Il mio manager dei tempi era Tony Defries, proprio quel Defries che lavorò con David Bowie. Fu lui a portarmi alla Elektra. Defries però non capiva la dance e continuava a chiedermi di fare rock perché, a suo avviso, era quella la musica che poteva generare denaro. Mi consigliò caldamente di abbandonare i sintetizzatori e formare un gruppo per comporre musica “vera”, perché la cosiddetta “synthesizer music” non sarebbe mai diventata popolare. Pur non condividendo affatto le sue idee pensai che ne sapesse più di me, soprattutto in relazione al mercato discografico. In fin dei conti era stato il manager di un artista come David Bowie e questo, in un certo senso, mi persuase. Così portammo all’Elektra alcuni pezzi rock ma ciò spiazzò del tutto la label, comprensibilmente. Mi avevano fatto firmare un contratto come musicista di musica dance elettronica, un ruolo del tutto nuovo ai tempi, e non come l’ennesimo artista rock. Defries provò ripetutamente a far cambiare idea ai manager ma non ci fu alcuna speranza e mi scaricarono.
Il tuo secondo album, intitolato semplicemente “2”, uscì nel 1996, ben quattordici anni dopo il primo. Nel 1998 invece fu la volta di “Dreamtime”, ma chiaramente negli anni Novanta l’electrofunk era ormai acqua passata, seppur proprio in quel periodo stesse nascendo una nuova generazione che lo avrebbe riportato in auge. Come ricordi quella decade?
I due album furono registrati in un home studio a Brooklyn allestito nella casa dei miei genitori. In quel periodo decine di artisti avrebbero voluto realizzare qualcosa lì. I Village People, Boy George, i Man 2 Man e moltissimi altri si sedevano sul mio letto e cantavano usando il mio microfono e registrando sul mio tape recorder ad otto piste. Incidemmo una quantità pazzesca di musica. Alcuni amici arrivarono a chiamarmi ironicamente “il Prince della musica dance”, perché scrissi una valanga di pezzi come fece il folletto di Minneapolis. Gli anni Novanta furono un decennio davvero interessante, c’erano strascichi di freestyle, electro e funk mentre la house prese piede in maniera sempre più netta. Amai quel periodo perché mi permise di sperimentare suoni in aree stilistiche non più legate solo all’hip hop/electro, come chitarre e tessiture ambient su beat per ballare. Gli anni Novanta restano indimenticabili per la musica dance.
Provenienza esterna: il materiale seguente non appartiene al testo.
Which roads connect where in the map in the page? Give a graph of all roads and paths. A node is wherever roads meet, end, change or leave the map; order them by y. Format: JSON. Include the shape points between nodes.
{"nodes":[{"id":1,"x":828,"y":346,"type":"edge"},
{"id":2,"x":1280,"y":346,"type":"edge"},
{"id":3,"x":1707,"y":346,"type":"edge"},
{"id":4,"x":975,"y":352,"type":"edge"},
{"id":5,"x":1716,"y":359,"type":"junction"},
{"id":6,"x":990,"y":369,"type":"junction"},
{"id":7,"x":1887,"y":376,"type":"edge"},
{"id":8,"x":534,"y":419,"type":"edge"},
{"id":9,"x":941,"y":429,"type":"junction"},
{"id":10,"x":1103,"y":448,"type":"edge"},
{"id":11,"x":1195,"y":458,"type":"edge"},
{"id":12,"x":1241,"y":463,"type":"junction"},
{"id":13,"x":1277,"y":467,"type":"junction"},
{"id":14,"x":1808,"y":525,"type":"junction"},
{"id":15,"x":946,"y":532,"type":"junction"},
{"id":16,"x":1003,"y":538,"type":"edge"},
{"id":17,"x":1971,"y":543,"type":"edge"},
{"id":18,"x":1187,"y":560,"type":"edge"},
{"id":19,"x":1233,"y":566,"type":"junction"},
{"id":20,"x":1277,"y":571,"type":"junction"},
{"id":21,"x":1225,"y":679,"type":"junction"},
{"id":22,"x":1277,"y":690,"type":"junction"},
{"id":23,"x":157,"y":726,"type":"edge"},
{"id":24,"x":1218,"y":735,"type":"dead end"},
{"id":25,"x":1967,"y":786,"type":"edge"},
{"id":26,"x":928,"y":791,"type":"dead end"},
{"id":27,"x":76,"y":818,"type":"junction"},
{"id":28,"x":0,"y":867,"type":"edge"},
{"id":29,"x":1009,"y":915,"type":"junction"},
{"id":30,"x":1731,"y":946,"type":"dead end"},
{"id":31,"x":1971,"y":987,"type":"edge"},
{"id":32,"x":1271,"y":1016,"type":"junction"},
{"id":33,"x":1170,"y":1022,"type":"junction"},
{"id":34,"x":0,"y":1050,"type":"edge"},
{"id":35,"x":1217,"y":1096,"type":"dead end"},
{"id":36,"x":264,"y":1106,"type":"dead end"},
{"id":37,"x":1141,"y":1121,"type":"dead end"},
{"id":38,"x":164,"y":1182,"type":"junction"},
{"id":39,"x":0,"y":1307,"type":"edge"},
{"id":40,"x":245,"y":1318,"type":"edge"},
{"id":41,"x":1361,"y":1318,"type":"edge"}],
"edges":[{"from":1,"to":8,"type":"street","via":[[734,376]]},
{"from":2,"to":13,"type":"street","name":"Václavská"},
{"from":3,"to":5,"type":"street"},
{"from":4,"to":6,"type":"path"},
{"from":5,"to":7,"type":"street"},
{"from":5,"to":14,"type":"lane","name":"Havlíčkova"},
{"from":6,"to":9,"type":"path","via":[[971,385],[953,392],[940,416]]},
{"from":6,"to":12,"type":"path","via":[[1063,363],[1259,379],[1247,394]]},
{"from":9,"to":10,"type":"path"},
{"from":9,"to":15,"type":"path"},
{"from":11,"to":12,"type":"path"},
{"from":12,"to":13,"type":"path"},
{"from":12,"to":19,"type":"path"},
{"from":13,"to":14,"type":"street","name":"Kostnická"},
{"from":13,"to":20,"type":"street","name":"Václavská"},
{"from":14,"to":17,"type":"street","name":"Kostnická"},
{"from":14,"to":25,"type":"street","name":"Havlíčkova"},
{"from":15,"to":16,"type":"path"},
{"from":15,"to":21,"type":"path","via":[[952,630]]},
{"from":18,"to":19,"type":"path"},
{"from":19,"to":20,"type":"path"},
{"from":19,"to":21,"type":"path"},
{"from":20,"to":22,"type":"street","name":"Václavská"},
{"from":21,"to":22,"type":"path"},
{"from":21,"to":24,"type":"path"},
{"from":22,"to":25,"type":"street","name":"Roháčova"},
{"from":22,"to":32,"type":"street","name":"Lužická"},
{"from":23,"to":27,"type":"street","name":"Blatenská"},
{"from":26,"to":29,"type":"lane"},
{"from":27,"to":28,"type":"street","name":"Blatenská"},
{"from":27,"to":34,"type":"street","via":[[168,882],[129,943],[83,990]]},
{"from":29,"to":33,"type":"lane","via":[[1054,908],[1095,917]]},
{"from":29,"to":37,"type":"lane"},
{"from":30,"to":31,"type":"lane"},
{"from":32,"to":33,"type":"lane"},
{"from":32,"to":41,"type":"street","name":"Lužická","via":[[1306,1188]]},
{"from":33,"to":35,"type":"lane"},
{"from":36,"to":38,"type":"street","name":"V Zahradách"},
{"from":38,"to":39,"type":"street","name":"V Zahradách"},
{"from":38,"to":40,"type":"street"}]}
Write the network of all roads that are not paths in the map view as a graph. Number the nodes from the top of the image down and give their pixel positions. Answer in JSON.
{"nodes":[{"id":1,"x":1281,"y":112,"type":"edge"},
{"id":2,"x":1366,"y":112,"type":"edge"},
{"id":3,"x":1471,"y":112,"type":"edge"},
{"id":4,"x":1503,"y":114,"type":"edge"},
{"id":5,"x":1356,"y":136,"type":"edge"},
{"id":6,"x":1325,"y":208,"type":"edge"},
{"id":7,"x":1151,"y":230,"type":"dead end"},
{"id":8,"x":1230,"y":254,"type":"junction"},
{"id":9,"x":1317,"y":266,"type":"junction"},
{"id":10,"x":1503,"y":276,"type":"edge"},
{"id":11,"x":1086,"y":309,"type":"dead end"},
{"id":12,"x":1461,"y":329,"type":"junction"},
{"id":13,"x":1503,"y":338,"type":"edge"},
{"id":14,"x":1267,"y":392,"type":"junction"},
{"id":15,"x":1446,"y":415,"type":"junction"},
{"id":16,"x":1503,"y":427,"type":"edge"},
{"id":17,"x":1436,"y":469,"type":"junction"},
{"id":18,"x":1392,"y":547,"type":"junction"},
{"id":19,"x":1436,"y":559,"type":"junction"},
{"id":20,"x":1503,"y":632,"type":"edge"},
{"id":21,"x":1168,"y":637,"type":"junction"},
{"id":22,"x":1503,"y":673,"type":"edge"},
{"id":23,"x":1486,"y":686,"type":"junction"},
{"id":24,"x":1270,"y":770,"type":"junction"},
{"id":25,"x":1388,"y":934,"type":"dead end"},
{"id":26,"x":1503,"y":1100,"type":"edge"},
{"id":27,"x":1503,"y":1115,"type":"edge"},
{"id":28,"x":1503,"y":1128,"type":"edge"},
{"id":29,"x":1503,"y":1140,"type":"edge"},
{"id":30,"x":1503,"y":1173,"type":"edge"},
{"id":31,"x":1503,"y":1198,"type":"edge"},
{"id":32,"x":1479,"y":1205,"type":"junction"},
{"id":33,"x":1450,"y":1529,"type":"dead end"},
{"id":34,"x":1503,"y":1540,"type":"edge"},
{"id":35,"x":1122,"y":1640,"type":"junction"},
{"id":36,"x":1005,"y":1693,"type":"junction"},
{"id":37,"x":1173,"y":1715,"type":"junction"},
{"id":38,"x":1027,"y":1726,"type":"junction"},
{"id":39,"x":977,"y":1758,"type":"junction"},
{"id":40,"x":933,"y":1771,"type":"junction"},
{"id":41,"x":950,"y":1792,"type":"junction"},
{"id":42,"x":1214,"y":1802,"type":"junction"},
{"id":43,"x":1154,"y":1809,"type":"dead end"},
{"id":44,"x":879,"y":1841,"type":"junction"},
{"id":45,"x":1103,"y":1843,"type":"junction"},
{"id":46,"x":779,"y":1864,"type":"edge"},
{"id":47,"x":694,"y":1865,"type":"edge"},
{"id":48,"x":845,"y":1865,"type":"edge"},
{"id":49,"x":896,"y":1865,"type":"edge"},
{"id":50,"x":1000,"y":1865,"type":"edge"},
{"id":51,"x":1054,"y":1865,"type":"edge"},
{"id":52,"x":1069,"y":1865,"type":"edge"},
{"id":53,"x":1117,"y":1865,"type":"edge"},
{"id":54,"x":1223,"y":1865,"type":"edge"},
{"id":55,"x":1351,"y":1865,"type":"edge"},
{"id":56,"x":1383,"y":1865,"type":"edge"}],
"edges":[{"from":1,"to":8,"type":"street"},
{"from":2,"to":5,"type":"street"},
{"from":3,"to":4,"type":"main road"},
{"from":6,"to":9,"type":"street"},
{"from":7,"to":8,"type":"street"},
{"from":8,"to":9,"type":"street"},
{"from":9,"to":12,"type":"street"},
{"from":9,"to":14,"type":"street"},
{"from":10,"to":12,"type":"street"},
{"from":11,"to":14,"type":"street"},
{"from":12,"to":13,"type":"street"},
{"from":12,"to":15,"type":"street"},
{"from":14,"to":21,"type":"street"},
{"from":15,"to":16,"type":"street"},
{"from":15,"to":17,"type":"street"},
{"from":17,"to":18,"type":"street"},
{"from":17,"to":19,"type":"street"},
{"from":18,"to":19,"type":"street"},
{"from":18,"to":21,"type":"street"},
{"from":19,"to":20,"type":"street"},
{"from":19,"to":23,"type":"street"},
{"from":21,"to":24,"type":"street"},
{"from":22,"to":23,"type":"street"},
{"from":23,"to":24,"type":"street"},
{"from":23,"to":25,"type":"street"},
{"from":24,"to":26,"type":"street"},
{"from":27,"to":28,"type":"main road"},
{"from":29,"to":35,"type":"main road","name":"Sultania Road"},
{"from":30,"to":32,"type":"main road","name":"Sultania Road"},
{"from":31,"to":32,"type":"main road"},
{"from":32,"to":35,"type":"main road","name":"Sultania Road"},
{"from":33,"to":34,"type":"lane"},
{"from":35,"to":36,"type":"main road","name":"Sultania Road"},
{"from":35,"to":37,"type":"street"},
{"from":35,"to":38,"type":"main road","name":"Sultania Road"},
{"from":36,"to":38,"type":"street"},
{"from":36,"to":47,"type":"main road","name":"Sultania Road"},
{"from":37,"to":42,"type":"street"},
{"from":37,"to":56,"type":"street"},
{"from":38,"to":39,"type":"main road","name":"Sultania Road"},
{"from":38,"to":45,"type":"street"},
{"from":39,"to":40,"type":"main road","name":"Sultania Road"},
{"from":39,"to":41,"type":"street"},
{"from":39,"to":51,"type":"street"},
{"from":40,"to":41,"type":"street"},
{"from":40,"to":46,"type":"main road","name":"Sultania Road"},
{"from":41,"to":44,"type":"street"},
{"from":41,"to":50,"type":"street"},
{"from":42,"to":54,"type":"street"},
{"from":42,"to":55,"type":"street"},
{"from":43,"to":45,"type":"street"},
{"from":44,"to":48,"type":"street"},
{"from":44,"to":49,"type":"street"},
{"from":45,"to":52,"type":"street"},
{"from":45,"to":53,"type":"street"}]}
Negli anni Novanta alcuni DJ erano già molto noti ma in tempi più recenti alcuni hanno raggiunto lo status di pop/rock star. Credi sia positivo?
Conosco molta gente che critica il mondo EDM ma senza questo fenomeno credo che la dance non si sarebbe mai diffusa in modo capillare in tutto il mondo. Ovviamente, come in tutti gli stili, c’è del buono e del meno buono. EDM sta per Electronic Dance Music ma gran parte della gente ignora ciò. Praticamente tutto quello che ho fatto dal 1972 ad oggi col mio sintetizzatore potrebbe essere etichettato come EDM! Ma l’EDM ha pure un lato cheesy? Certo. Chiunque oggi, nella propria stanzetta, può mettere un ritmo in loop per cinque minuti e definire “disco” il risultato. Non sono contrario a questo, sia chiaro, ovviamente chi se ne intende preferirà sempre la musica fatta con criterio ma credo che nel mondo ci sia spazio per tutto ed ognuno abbia il diritto di esprimersi come meglio crede. Quando ero un adolescente, negli anni Settanta, non esisteva ancora la DJ culture. Andavi in un club e nel 90% dei casi non avresti mai saputo chi era il DJ che metteva musica. Il fenomeno dei DJ è nato soprattutto negli anni Novanta con personaggi come l’amico Frankie Knuckles, che purtroppo ci ha già lasciati. Il pubblico cominciò ad andare nei locali per ascoltare lui e non più la musica o semplicemente divertirsi. Penso sia fantastico se oggi alcuni DJ riescano a guadagnare 10.000 dollari a serata di fronte a migliaia di persone disposte a pagare per vederlo. Non credo dunque che i “DJ star” stiano danneggiando la DJ culture, anzi, potrebbero ispirare i cosiddetti “bedroom DJ” ad impegnarsi di più. Negli anni Ottanta la dance music era considerata un fenomeno estremamente underground e solo Billboard aveva una classifica dance, che comunque era ritenuta la meno rilevante dell’intero giornale. Nessun artista, produttore, remixer o DJ dance avrebbe mai potuto vincere un Grammy Award quindi considero positivo tutto ciò che ha portato questa musica nel mainstream, perché alla fine sarà il pubblico ad eleggere ciò che è bello e ciò che non lo è. Se è terribile non durerà molto, se è valido si trasformerà in un classico, come accaduto ai miei brani (ride).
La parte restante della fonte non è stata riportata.